= Exercise description =
Of the lines below, report only those that contain "Quadra".

= Data for analysis =
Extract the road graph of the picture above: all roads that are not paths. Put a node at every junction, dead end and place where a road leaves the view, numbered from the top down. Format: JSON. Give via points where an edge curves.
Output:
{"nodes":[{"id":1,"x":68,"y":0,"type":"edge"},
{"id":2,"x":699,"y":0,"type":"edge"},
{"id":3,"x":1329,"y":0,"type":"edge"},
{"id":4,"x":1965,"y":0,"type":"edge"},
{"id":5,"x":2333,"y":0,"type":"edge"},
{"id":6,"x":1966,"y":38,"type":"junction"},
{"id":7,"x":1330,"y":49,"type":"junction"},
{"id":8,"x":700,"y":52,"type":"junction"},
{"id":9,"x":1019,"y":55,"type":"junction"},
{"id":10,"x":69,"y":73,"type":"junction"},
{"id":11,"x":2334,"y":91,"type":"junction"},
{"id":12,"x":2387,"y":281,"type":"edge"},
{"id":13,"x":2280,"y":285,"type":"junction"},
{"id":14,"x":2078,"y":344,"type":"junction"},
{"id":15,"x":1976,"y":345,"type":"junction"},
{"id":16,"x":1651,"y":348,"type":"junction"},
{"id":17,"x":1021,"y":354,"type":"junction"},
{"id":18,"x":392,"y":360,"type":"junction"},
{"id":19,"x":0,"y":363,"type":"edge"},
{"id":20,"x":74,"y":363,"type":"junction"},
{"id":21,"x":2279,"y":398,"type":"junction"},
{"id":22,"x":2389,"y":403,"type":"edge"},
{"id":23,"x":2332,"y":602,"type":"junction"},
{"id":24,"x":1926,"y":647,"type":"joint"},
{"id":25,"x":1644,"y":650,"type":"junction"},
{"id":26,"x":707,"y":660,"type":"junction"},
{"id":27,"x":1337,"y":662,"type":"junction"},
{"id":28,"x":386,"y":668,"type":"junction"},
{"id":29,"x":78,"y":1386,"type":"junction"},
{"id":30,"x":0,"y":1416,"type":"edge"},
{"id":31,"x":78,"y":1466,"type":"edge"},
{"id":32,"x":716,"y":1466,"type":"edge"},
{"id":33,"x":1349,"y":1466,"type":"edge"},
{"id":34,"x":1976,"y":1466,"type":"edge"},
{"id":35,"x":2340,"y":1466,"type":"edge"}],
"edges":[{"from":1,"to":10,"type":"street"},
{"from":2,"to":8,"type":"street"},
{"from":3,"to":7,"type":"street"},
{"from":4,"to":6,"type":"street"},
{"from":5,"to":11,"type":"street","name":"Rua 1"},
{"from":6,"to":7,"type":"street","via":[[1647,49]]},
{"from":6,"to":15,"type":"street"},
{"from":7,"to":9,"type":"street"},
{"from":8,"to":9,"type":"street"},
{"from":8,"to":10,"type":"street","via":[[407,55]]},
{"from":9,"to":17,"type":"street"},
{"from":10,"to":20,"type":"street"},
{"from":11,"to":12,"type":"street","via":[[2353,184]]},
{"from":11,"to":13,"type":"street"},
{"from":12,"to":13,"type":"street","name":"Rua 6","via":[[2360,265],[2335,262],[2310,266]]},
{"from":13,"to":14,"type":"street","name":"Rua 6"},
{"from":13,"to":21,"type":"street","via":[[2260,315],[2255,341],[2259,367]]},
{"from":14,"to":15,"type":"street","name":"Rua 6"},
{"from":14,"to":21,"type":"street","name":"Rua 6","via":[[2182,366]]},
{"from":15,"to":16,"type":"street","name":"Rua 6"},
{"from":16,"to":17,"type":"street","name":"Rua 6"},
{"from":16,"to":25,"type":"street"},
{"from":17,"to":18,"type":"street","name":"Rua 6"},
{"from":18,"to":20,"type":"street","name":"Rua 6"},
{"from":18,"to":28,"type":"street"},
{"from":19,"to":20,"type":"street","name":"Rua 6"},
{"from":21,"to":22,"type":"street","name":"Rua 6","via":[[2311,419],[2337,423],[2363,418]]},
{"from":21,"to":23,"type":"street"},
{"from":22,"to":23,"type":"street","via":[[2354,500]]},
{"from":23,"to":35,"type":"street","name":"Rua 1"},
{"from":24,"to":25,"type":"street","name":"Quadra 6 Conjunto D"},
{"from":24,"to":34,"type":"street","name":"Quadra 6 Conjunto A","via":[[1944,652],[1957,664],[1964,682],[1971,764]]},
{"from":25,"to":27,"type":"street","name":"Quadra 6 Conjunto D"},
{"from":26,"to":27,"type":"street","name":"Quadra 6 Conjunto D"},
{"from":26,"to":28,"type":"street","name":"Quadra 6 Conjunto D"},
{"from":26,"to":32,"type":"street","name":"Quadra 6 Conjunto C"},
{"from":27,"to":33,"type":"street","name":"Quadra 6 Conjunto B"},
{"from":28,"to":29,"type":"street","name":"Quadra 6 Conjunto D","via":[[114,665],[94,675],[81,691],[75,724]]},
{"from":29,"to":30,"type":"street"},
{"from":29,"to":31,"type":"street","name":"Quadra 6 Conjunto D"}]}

= Answer space =
{"from":24,"to":25,"type":"street","name":"Quadra 6 Conjunto D"},
{"from":24,"to":34,"type":"street","name":"Quadra 6 Conjunto A","via":[[1944,652],[1957,664],[1964,682],[1971,764]]},
{"from":25,"to":27,"type":"street","name":"Quadra 6 Conjunto D"},
{"from":26,"to":27,"type":"street","name":"Quadra 6 Conjunto D"},
{"from":26,"to":28,"type":"street","name":"Quadra 6 Conjunto D"},
{"from":26,"to":32,"type":"street","name":"Quadra 6 Conjunto C"},
{"from":27,"to":33,"type":"street","name":"Quadra 6 Conjunto B"},
{"from":28,"to":29,"type":"street","name":"Quadra 6 Conjunto D","via":[[114,665],[94,675],[81,691],[75,724]]},
{"from":29,"to":31,"type":"street","name":"Quadra 6 Conjunto D"}]}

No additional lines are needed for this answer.